- _Your goal_
What lines of the data include the string "Martin"? Copy them all.

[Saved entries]
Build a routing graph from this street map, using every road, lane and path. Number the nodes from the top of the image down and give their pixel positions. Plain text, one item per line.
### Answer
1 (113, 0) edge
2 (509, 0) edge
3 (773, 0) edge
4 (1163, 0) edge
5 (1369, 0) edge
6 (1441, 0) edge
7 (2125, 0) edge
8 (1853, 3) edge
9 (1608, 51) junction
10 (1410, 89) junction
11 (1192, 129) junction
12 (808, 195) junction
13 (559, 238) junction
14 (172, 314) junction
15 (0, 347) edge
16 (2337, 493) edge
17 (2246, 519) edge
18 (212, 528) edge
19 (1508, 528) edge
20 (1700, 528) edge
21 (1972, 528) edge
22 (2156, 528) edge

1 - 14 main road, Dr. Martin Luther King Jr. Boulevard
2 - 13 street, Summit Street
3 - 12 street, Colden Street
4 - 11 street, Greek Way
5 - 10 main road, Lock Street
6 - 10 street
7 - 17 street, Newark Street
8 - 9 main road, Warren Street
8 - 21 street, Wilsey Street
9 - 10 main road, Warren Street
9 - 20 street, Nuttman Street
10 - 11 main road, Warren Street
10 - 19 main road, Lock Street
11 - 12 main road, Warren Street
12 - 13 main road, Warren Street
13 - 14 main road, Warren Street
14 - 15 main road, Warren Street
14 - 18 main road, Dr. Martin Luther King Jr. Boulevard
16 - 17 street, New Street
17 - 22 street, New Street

- _Problem solution_
1 - 14 main road, Dr. Martin Luther King Jr. Boulevard
14 - 18 main road, Dr. Martin Luther King Jr. Boulevard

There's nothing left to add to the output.